The title of Tim Fountain's two-hander is ambiguous. Does it refer to the movie star Rock Hudson, the 50s housewife's pin-up who never admitted to his homosexuality, and who died of Aids in 1985? Or is the rock of the title the Hollywood agent Henry Wilson, who discovered Hudson and transformed him from the gawky Illinois hick, Roy Fitzgerald, into the highest-paid star in the world, in the process both ruthlessly exploiting his client and protecting him from the FBI and Confidential Magazine, who were determined to out Rock as gay?

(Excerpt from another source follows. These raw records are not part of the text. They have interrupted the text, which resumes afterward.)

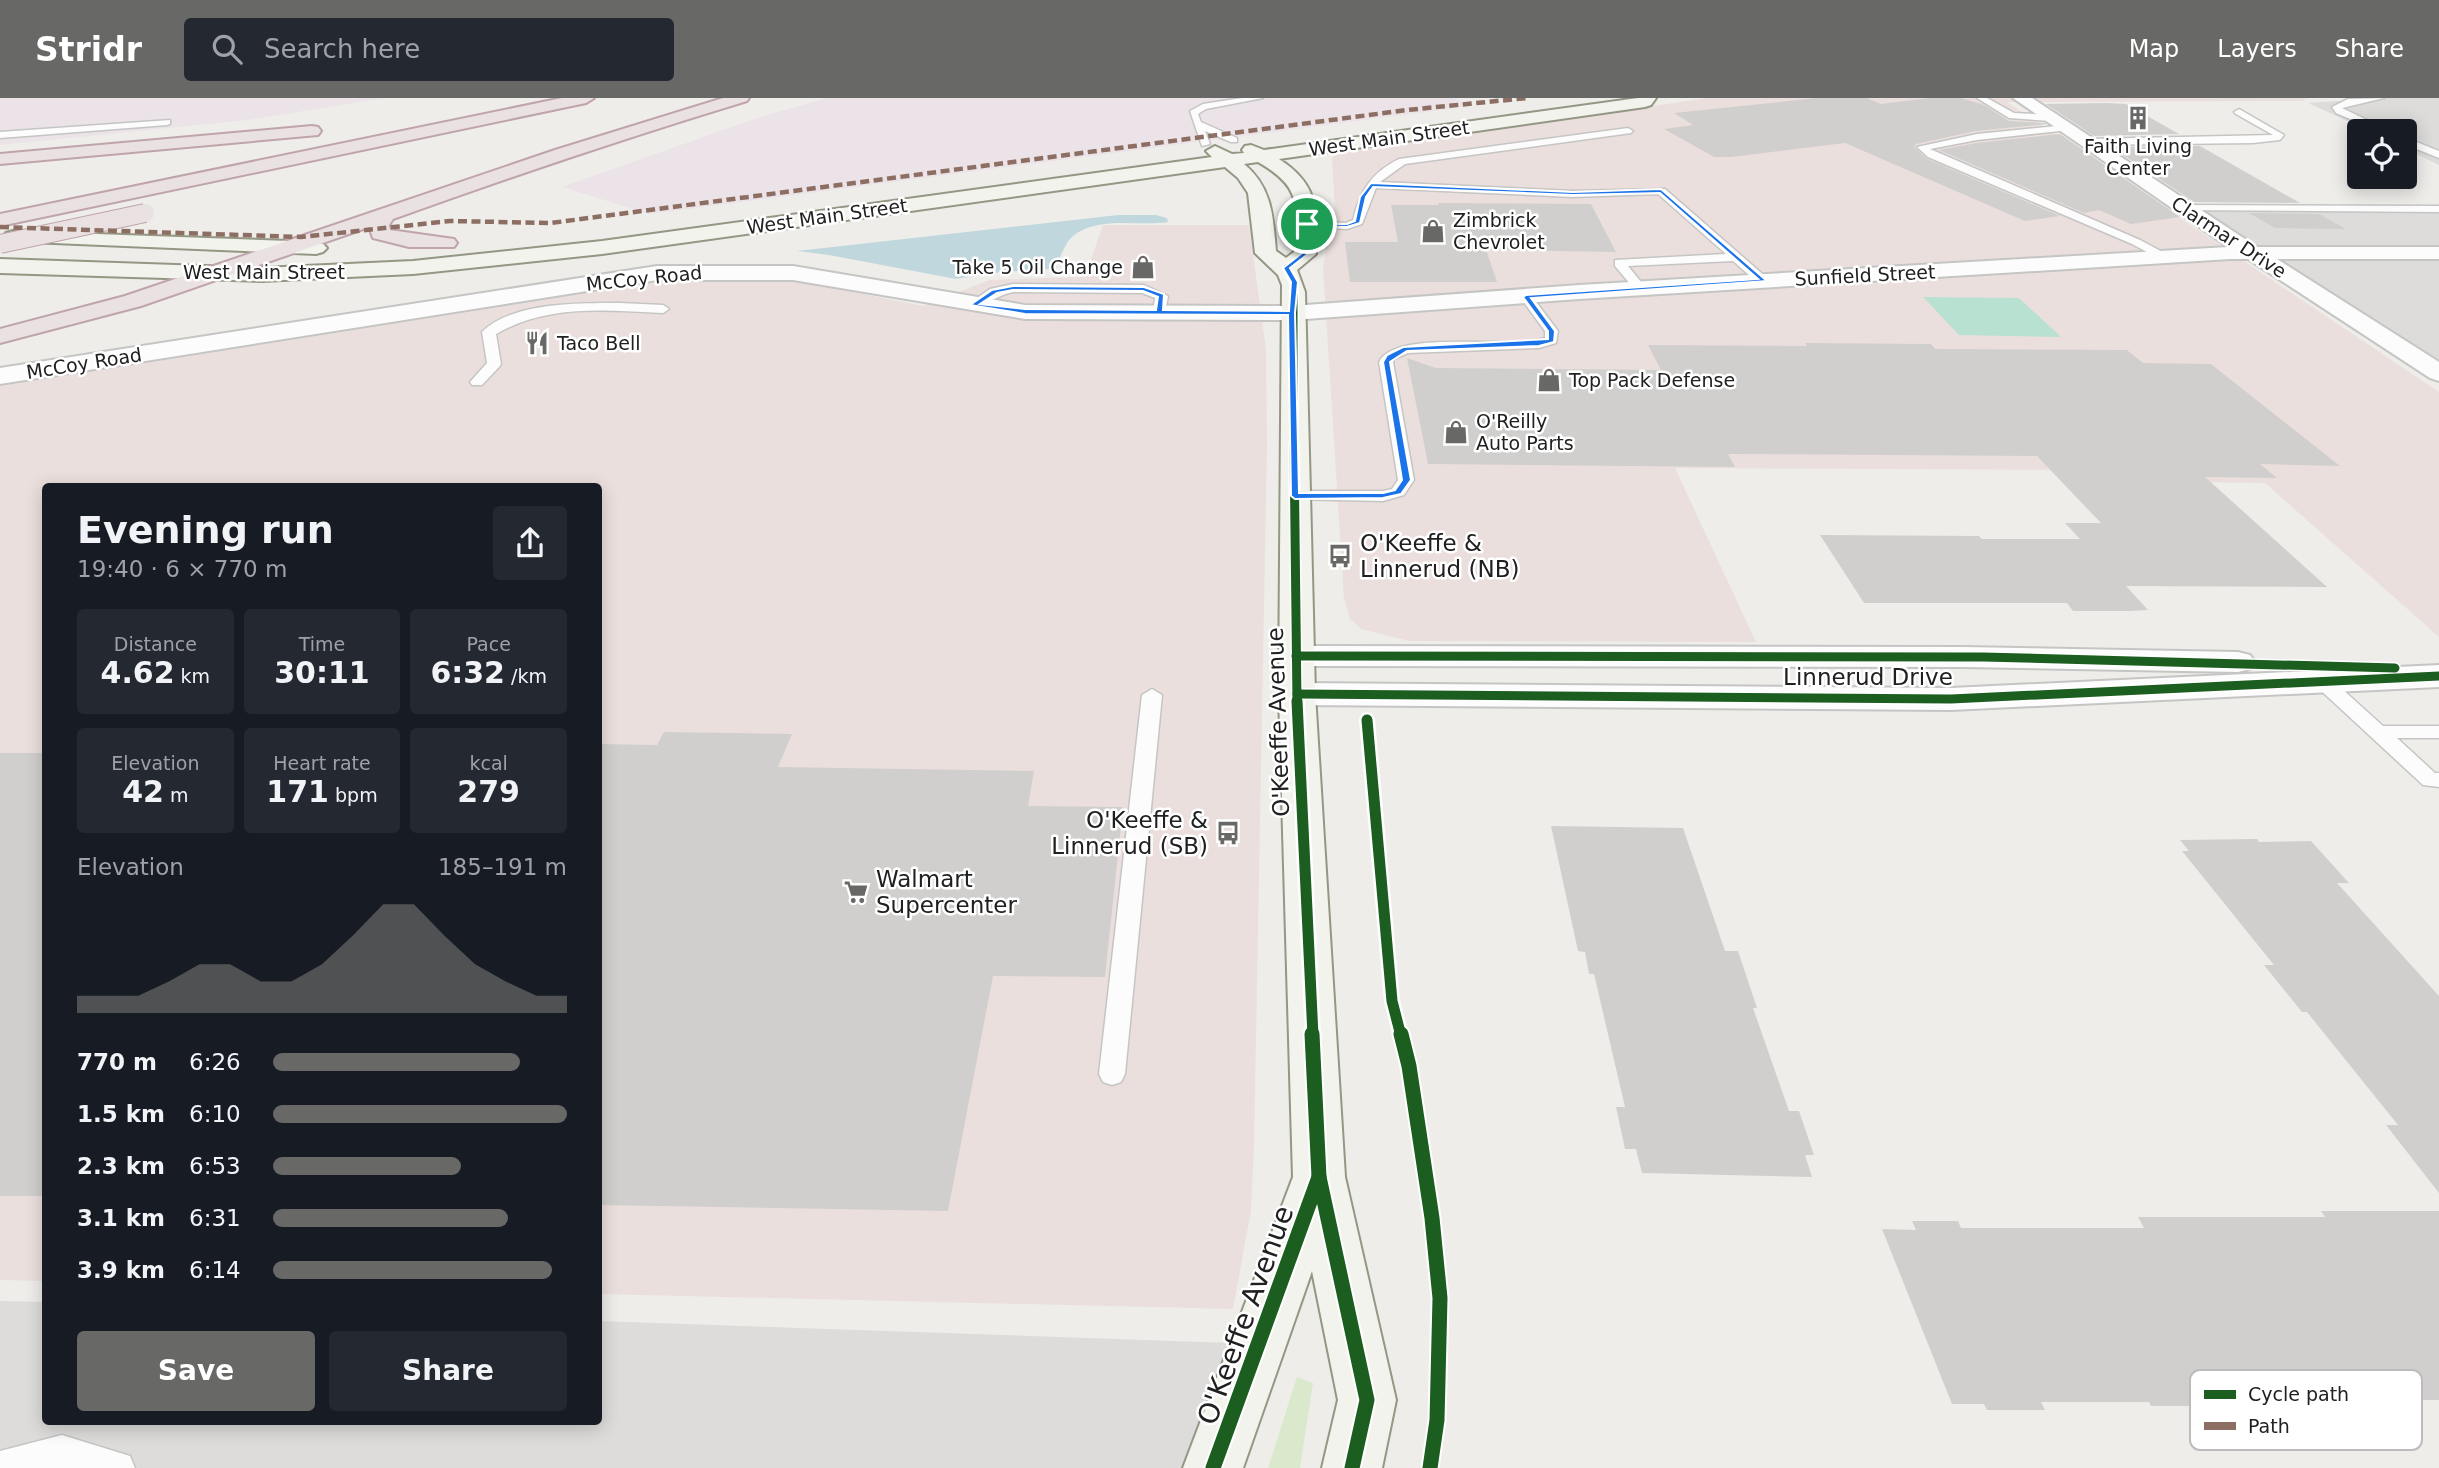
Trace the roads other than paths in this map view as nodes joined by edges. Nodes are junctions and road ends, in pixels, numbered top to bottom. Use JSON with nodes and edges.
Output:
{"nodes":[{"id":1,"x":553,"y":98,"type":"edge"},
{"id":2,"x":586,"y":98,"type":"edge"},
{"id":3,"x":741,"y":98,"type":"edge"},
{"id":4,"x":1259,"y":98,"type":"edge"},
{"id":5,"x":1580,"y":98,"type":"edge"},
{"id":6,"x":1648,"y":98,"type":"edge"},
{"id":7,"x":1981,"y":98,"type":"edge"},
{"id":8,"x":2021,"y":98,"type":"edge"},
{"id":9,"x":2380,"y":98,"type":"edge"},
{"id":10,"x":2239,"y":112,"type":"dead end"},
{"id":11,"x":2359,"y":119,"type":"edge"},
{"id":12,"x":167,"y":122,"type":"dead end"},
{"id":13,"x":379,"y":123,"type":"dead end"},
{"id":14,"x":2059,"y":123,"type":"junction"},
{"id":15,"x":1197,"y":124,"type":"junction"},
{"id":16,"x":327,"y":129,"type":"dead end"},
{"id":17,"x":1628,"y":131,"type":"dead end"},
{"id":18,"x":0,"y":135,"type":"edge"},
{"id":19,"x":2087,"y":142,"type":"junction"},
{"id":20,"x":1343,"y":145,"type":"junction"},
{"id":21,"x":2417,"y":145,"type":"edge"},
{"id":22,"x":1248,"y":148,"type":"junction"},
{"id":23,"x":1216,"y":152,"type":"junction"},
{"id":24,"x":2439,"y":153,"type":"edge"},
{"id":25,"x":0,"y":159,"type":"edge"},
{"id":26,"x":1321,"y":170,"type":"dead end"},
{"id":27,"x":1255,"y":183,"type":"junction"},
{"id":28,"x":1371,"y":185,"type":"junction"},
{"id":29,"x":2184,"y":208,"type":"junction"},
{"id":30,"x":2439,"y":209,"type":"edge"},
{"id":31,"x":152,"y":211,"type":"dead end"},
{"id":32,"x":385,"y":216,"type":"junction"},
{"id":33,"x":7,"y":218,"type":"edge"},
{"id":34,"x":1300,"y":218,"type":"junction"},
{"id":35,"x":0,"y":237,"type":"edge"},
{"id":36,"x":671,"y":237,"type":"junction"},
{"id":37,"x":447,"y":243,"type":"junction"},
{"id":38,"x":0,"y":244,"type":"edge"},
{"id":39,"x":292,"y":247,"type":"junction"},
{"id":40,"x":2251,"y":253,"type":"junction"},
{"id":41,"x":2439,"y":253,"type":"edge"},
{"id":42,"x":1736,"y":257,"type":"junction"},
{"id":43,"x":2164,"y":257,"type":"junction"},
{"id":44,"x":0,"y":266,"type":"edge"},
{"id":45,"x":1287,"y":268,"type":"junction"},
{"id":46,"x":214,"y":274,"type":"junction"},
{"id":47,"x":293,"y":274,"type":"junction"},
{"id":48,"x":1763,"y":281,"type":"junction"},
{"id":49,"x":1640,"y":288,"type":"junction"},
{"id":50,"x":1526,"y":297,"type":"junction"},
{"id":51,"x":663,"y":309,"type":"dead end"},
{"id":52,"x":1292,"y":313,"type":"junction"},
{"id":53,"x":0,"y":335,"type":"edge"},
{"id":54,"x":0,"y":343,"type":"edge"},
{"id":55,"x":2439,"y":373,"type":"edge"},
{"id":56,"x":0,"y":376,"type":"edge"},
{"id":57,"x":477,"y":382,"type":"dead end"},
{"id":58,"x":1295,"y":496,"type":"junction"},
{"id":59,"x":2439,"y":670,"type":"edge"},
{"id":60,"x":1296,"y":675,"type":"junction"},
{"id":61,"x":2439,"y":676,"type":"edge"},
{"id":62,"x":2323,"y":682,"type":"junction"},
{"id":63,"x":1152,"y":695,"type":"dead end"},
{"id":64,"x":2378,"y":732,"type":"junction"},
{"id":65,"x":2439,"y":732,"type":"edge"},
{"id":66,"x":2439,"y":780,"type":"edge"},
{"id":67,"x":1112,"y":1074,"type":"dead end"},
{"id":68,"x":1319,"y":1177,"type":"junction"},
{"id":69,"x":0,"y":1468,"type":"edge"},
{"id":70,"x":118,"y":1468,"type":"edge"},
{"id":71,"x":1213,"y":1468,"type":"edge"},
{"id":72,"x":1352,"y":1468,"type":"edge"}],
"edges":[{"from":1,"to":13,"type":"highway"},
{"from":2,"to":33,"type":"highway"},
{"from":3,"to":32,"type":"highway"},
{"from":4,"to":15,"type":"lane"},
{"from":5,"to":22,"type":"main road"},
{"from":6,"to":20,"type":"main road","name":"West Main Street"},
{"from":7,"to":14,"type":"lane"},
{"from":8,"to":14,"type":"street","name":"Clarmar Drive"},
{"from":9,"to":11,"type":"lane"},
{"from":10,"to":19,"type":"lane"},
{"from":12,"to":18,"type":"lane"},
{"from":14,"to":19,"type":"street","name":"Clarmar Drive"},
{"from":14,"to":43,"type":"lane"},
{"from":15,"to":22,"type":"lane"},
{"from":15,"to":23,"type":"lane"},
{"from":16,"to":25,"type":"highway"},
{"from":17,"to":28,"type":"lane"},
{"from":19,"to":29,"type":"street","name":"Clarmar Drive"},
{"from":20,"to":22,"type":"main road","name":"West Main Street"},
{"from":20,"to":26,"type":"main road"},
{"from":21,"to":24,"type":"lane"},
{"from":22,"to":23,"type":"main road","name":"West Main Street"},
{"from":22,"to":23,"type":"main road"},
{"from":22,"to":34,"type":"main road"},
{"from":23,"to":27,"type":"main road"},
{"from":23,"to":36,"type":"main road","name":"West Main Street"},
{"from":23,"to":37,"type":"main road","name":"West Main Street"},
{"from":27,"to":34,"type":"main road"},
{"from":27,"to":36,"type":"main road"},
{"from":27,"to":45,"type":"main road"},
{"from":28,"to":34,"type":"lane"},
{"from":28,"to":42,"type":"lane"},
{"from":29,"to":30,"type":"lane"},
{"from":29,"to":40,"type":"street","name":"Clarmar Drive"},
{"from":31,"to":38,"type":"highway","bridge":true},
{"from":32,"to":37,"type":"highway"},
{"from":32,"to":39,"type":"highway"},
{"from":34,"to":45,"type":"main road"},
{"from":35,"to":39,"type":"main road","name":"West Main Street"},
{"from":36,"to":47,"type":"main road","name":"West Main Street"},
{"from":37,"to":39,"type":"main road","name":"West Main Street"},
{"from":39,"to":46,"type":"highway"},
{"from":40,"to":41,"type":"street","name":"Sunfield Street"},
{"from":40,"to":43,"type":"street","name":"Sunfield Street"},
{"from":40,"to":55,"type":"street","name":"Clarmar Drive"},
{"from":42,"to":48,"type":"lane"},
{"from":42,"to":49,"type":"lane"},
{"from":43,"to":48,"type":"street","name":"Sunfield Street"},
{"from":44,"to":46,"type":"main road","name":"West Main Street"},
{"from":45,"to":52,"type":"main road","name":"O'Keeffe Avenue"},
{"from":46,"to":47,"type":"main road","name":"West Main Street"},
{"from":46,"to":53,"type":"highway"},
{"from":47,"to":54,"type":"highway"},
{"from":48,"to":49,"type":"street","name":"Sunfield Street"},
{"from":49,"to":50,"type":"street","name":"Sunfield Street"},
{"from":50,"to":52,"type":"street","name":"Sunfield Street"},
{"from":50,"to":58,"type":"lane"},
{"from":51,"to":57,"type":"lane"},
{"from":52,"to":56,"type":"street","name":"McCoy Road"},
{"from":52,"to":58,"type":"main road","name":"O'Keeffe Avenue"},
{"from":58,"to":60,"type":"main road","name":"O'Keeffe Avenue"},
{"from":59,"to":60,"type":"street","name":"Linnerud Drive"},
{"from":60,"to":62,"type":"street","name":"Linnerud Drive"},
{"from":60,"to":68,"type":"main road","name":"O'Keeffe Avenue"},
{"from":61,"to":62,"type":"street","name":"Linnerud Drive"},
{"from":62,"to":64,"type":"lane"},
{"from":63,"to":67,"type":"lane"},
{"from":64,"to":65,"type":"lane"},
{"from":64,"to":66,"type":"lane"},
{"from":68,"to":71,"type":"main road","name":"O'Keeffe Avenue"},
{"from":68,"to":72,"type":"main road","name":"O'Keeffe Avenue"},
{"from":69,"to":70,"type":"lane"}]}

Wilson was Rock's rock, until he gradually crumbled away, his reputation eroded by drink and scandal. Wilson is played by Bette Bourne, who crumbles better than any actor I know. It is as if he is collapsing from the inside out. Entire landslides take place on his face during the course of a single sentence. He captures Wilson's essential sharkiness ("I find out what the market wants and I deliver it") and then makes you want to take the shark home and look after it.
To be honest, Fountain's play looks more like an outline than a play itself. But although thin, it is entertaining enough as we watch Michael Xavier's reedy-voiced Roy become macho Rock, posing as an Oscar statuette in gold body paint to get the media's attention and then trying to throw them off the scent of his sexuality by marrying Wilson's secretary, Phyllis.
Like the body paint, Fountain's script is all glitter and not enough substance. Bourne supplies the latter, but with a more robust script this might have been a piercing look at celebrity, homophobia and the relationship between a modern Frankenstein and his monster.